虚馬ダイアリー

「窓の外」のブログ

「X-MEN/ファイナル・ディシジョン」

toshi202006-09-11

原題:X-Men: The Last Stand
監督:ブレット・ラトナー 脚本:ザック・ペン、サイモン・キンバーグ
公式サイト:http://www.x-menfinal.jp/



 まずはブレット・ラトナーおつかれさん。相変わらずの便利屋監督っぷり。アンタは映画界の「コミック・マスターJ」だ。そして、グッジョブ、である。


 本作は言ってみれば20世紀FOXとブライアン・シンガーとキャスト陣の関係のこじれと、そこから生まれた政治的打算の産物のはずだった。「X-MEN2」は作品的には成功したものの、シンガーとハル・ベリーに溝が生まれたことによって、20世紀FOXはシンガーをワーナーの「超男の帰還」に寝取られてしまう。
 「2」において、「3」で完結することが暗示されていたし、豪華キャストが集うシリーズでもある。なにより、メインとなるキャラにはお年を召した方々もいるので、あまり時間を置けない。そんな製作側の事情を無視しやがったシンガーを切って、20世紀FOXブレット・ラトナーに委託した。それはやむにやまれぬ、選択であったが、結果は良好。
 ラトナーが引き受けることによってまさに「嵐(ストーム)」の中心であったハル・ベリーも契約を結び、豪華キャストもほぼ温存、スタッフもシンガーについていかなかった残留組が見事に仕事をやってのけ、まさに最終作としては申し分ない仕上がりとなった。


 「選択によって作品はつくられ、選択によって作品は滅ぶかもしれない」状況だったのである。


 そもそもブレット・ラトナーに作家的気質がない。
 自らが描くべきものに執着しないが、それゆえに特筆すべき作家性やオリジナリティがない。
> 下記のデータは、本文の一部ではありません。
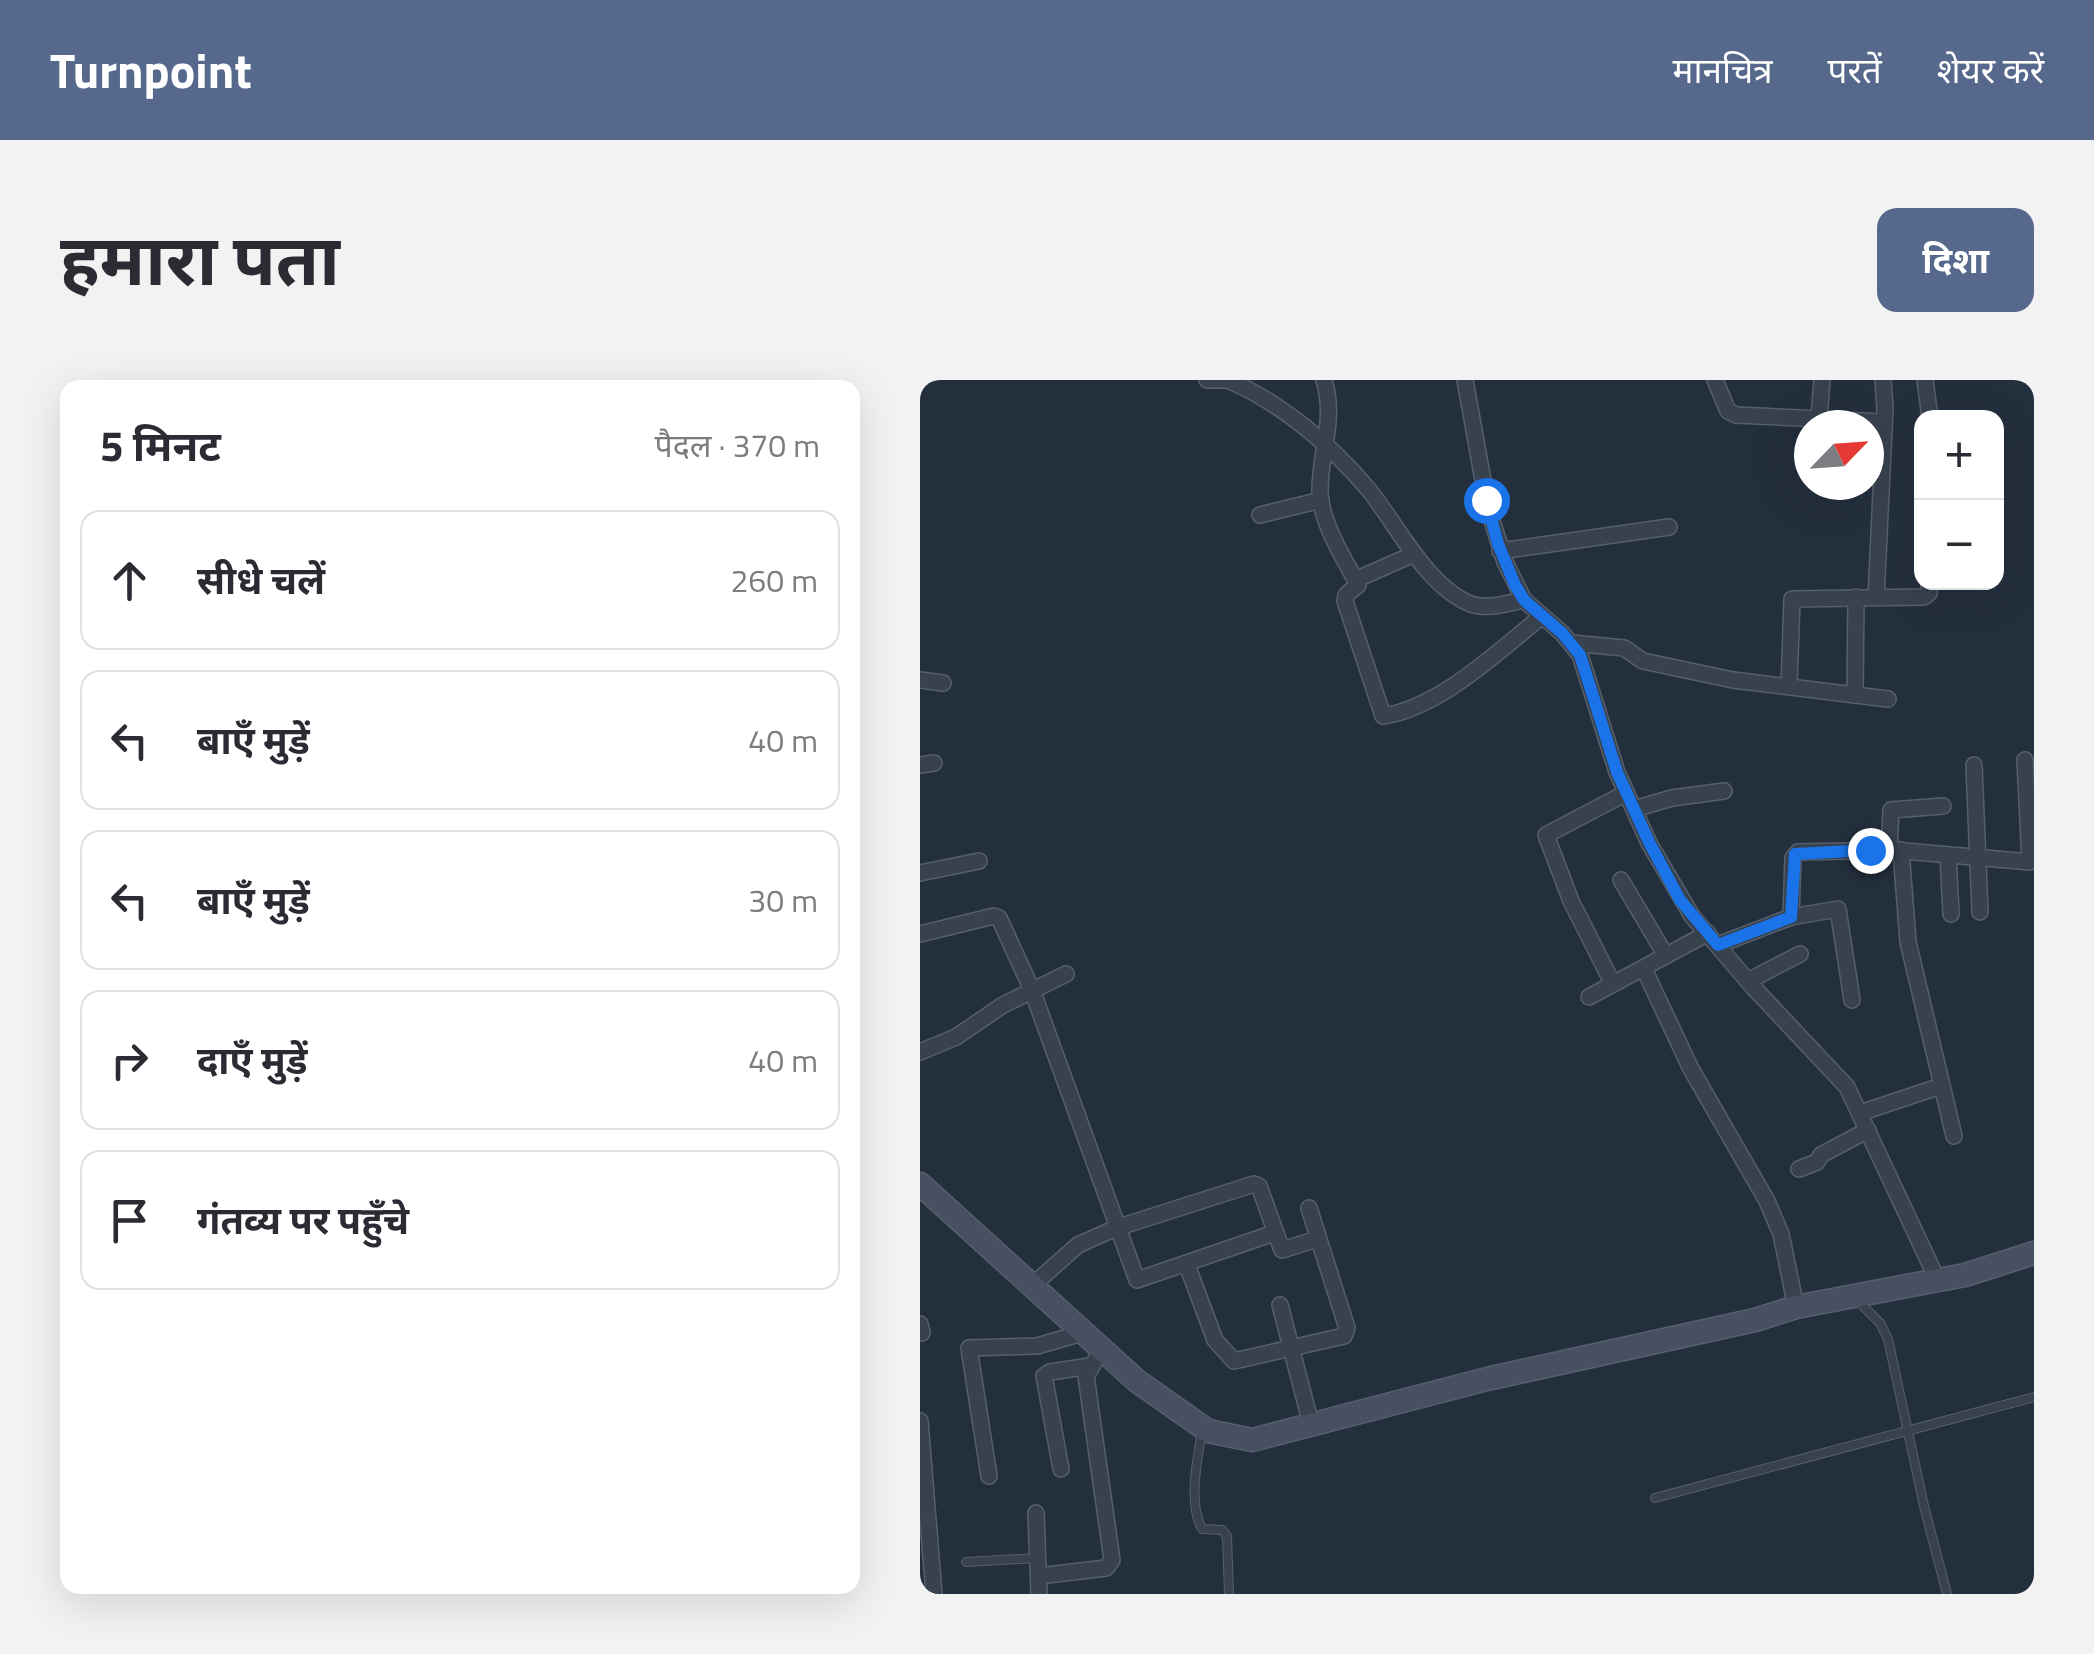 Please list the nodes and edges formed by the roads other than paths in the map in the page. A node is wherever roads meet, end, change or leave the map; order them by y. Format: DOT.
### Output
graph roads {
  1 [pos="1208,380"];
  2 [pos="1232,380"];
  3 [pos="1324,380"];
  4 [pos="1465,380"];
  5 [pos="1715,380"];
  6 [pos="1822,380"];
  7 [pos="1883,380"];
  8 [pos="1924,380"];
  9 [pos="1820,410"];
  10 [pos="1884,410"];
  11 [pos="1929,410"];
  12 [pos="1794,417"];
  13 [pos="1326,446"];
  14 [pos="1321,500"];
  15 [pos="1880,500"];
  16 [pos="1260,515"];
  17 [pos="1669,527"];
  18 [pos="1500,551"];
  19 [pos="1414,554"];
  20 [pos="1355,580"];
  21 [pos="1928,590"];
  22 [pos="1856,597"];
  23 [pos="1876,597"];
  24 [pos="1524,600"];
  25 [pos="1542,616"];
  26 [pos="1572,643"];
  27 [pos="920,680"];
  28 [pos="943,683"];
  29 [pos="1789,686"];
  30 [pos="1855,695"];
  31 [pos="1888,699"];
  32 [pos="2025,760"];
  33 [pos="1974,765"];
  34 [pos="1724,792"];
  35 [pos="1630,801"];
  36 [pos="1943,806"];
  37 [pos="1895,850"];
  38 [pos="1948,855"];
  39 [pos="1976,857"];
  40 [pos="979,861"];
  41 [pos="920,873"];
  42 [pos="1621,880"];
  43 [pos="1980,912"];
  44 [pos="1951,914"];
  45 [pos="1791,917"];
  46 [pos="920,934"];
  47 [pos="1713,939"];
  48 [pos="1800,954"];
  49 [pos="1666,956"];
  50 [pos="1644,969"];
  51 [pos="1066,974"];
  52 [pos="1748,981"];
  53 [pos="1613,984"];
  54 [pos="1032,990"];
  55 [pos="1589,997"];
  56 [pos="1852,1000"];
  57 [pos="920,1052"];
  58 [pos="1941,1086"];
  59 [pos="1860,1113"];
  60 [pos="1868,1130"];
  61 [pos="1954,1136"];
  62 [pos="1799,1168"];
  63 [pos="920,1184"];
  64 [pos="1309,1208"];
  65 [pos="1116,1228"];
  66 [pos="1274,1233"];
  67 [pos="1317,1239"];
  68 [pos="2034,1254"];
  69 [pos="1186,1266"];
  70 [pos="1938,1281"];
  71 [pos="1034,1284"];
  72 [pos="1856,1298"];
  73 [pos="1280,1305"];
  74 [pos="1796,1308"];
  75 [pos="1093,1349"];
  76 [pos="1291,1350"];
  77 [pos="2034,1397"];
  78 [pos="920,1421"];
  79 [pos="1311,1424"];
  80 [pos="1203,1428"];
  81 [pos="1908,1428"];
  82 [pos="1060,1469"];
  83 [pos="988,1476"];
  84 [pos="1655,1498"];
  85 [pos="1036,1514"];
  86 [pos="1038,1558"];
  87 [pos="966,1562"];
  88 [pos="1039,1576"];
  89 [pos="934,1594"];
  90 [pos="1039,1594"];
  91 [pos="1229,1594"];
  92 [pos="1947,1594"];
  1 -- 2 [label="street"];
  2 -- 13 [label="street"];
  3 -- 13 [label="street"];
  4 -- 18 [label="street"];
  5 -- 12 [label="street"];
  6 -- 9 [label="street"];
  7 -- 10 [label="street"];
  8 -- 11 [label="street"];
  13 -- 14 [label="street"];
  13 -- 19 [label="street"];
  14 -- 16 [label="street"];
  14 -- 20 [label="street"];
  15 -- 23 [label="street"];
  17 -- 18 [label="street"];
  18 -- 24 [label="street"];
  19 -- 20 [label="street"];
  19 -- 24 [label="street"];
  20 -- 25 [label="street"];
  21 -- 23 [label="street"];
  22 -- 23 [label="street"];
  22 -- 29 [label="street"];
  22 -- 30 [label="street"];
  24 -- 25 [label="street"];
  25 -- 26 [label="street"];
  26 -- 29 [label="street"];
  26 -- 35 [label="street"];
  27 -- 28 [label="street"];
  29 -- 30 [label="street"];
  30 -- 31 [label="street"];
  32 -- 39 [label="street"];
  33 -- 39 [label="street"];
  34 -- 35 [label="street"];
  35 -- 47 [label="street"];
  35 -- 53 [label="street"];
  36 -- 37 [label="street"];
  37 -- 38 [label="street"];
  37 -- 45 [label="street"];
  37 -- 58 [label="street"];
  38 -- 39 [label="street"];
  38 -- 44 [label="street"];
  39 -- 43 [label="street"];
  40 -- 41 [label="street"];
  42 -- 49 [label="street"];
  45 -- 47 [label="street"];
  45 -- 56 [label="street"];
  46 -- 54 [label="street"];
  47 -- 49 [label="street"];
  47 -- 52 [label="street"];
  48 -- 52 [label="street"];
  49 -- 50 [label="street"];
  50 -- 53 [label="street"];
  50 -- 74 [label="street"];
  51 -- 54 [label="street"];
  52 -- 59 [label="street"];
  53 -- 55 [label="street"];
  54 -- 57 [label="street"];
  54 -- 65 [label="street"];
  58 -- 59 [label="street"];
  58 -- 61 [label="street"];
  59 -- 60 [label="street"];
  60 -- 62 [label="street"];
  60 -- 70 [label="street"];
  63 -- 71 [label="main road"];
  64 -- 67 [label="street"];
  65 -- 66 [label="street"];
  65 -- 69 [label="street"];
  65 -- 71 [label="street"];
  66 -- 67 [label="street"];
  66 -- 69 [label="street"];
  67 -- 76 [label="street"];
  68 -- 70 [label="main road"];
  69 -- 76 [label="street"];
  70 -- 72 [label="main road"];
  71 -- 75 [label="main road"];
  72 -- 74 [label="main road"];
  72 -- 81 [label="lane"];
  73 -- 76 [label="street"];
  74 -- 79 [label="main road"];
  75 -- 80 [label="main road"];
  75 -- 82 [label="street"];
  75 -- 83 [label="street"];
  75 -- 88 [label="street"];
  76 -- 79 [label="street"];
  77 -- 81 [label="lane"];
  78 -- 89 [label="street"];
  79 -- 80 [label="main road"];
  80 -- 91 [label="lane"];
  81 -- 84 [label="lane"];
  81 -- 92 [label="lane"];
  85 -- 86 [label="street"];
  86 -- 87 [label="lane"];
  86 -- 88 [label="street"];
  88 -- 90 [label="street"];
}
いわゆる「手先がウリ」タイプの監督、というのが俺の認識だ。ただ、この人にはそれ故に、描くべきものさえ与えられれば。そこにきちんとあわせていこうとするだけの「素直さ」と、対応できるだけの「適応力」がある。
「ラッシュ・アワー」の成功も、言ってみればジャッキー・チェンの俺様流にきちんと対応できるだけの度量と素直さ、そして演出の吸収力があったからだ。そして、本作において彼が成功したのは彼が、ブライアン・シンガーが紡いできたシリーズを引き受けうる度量があればこそ、である。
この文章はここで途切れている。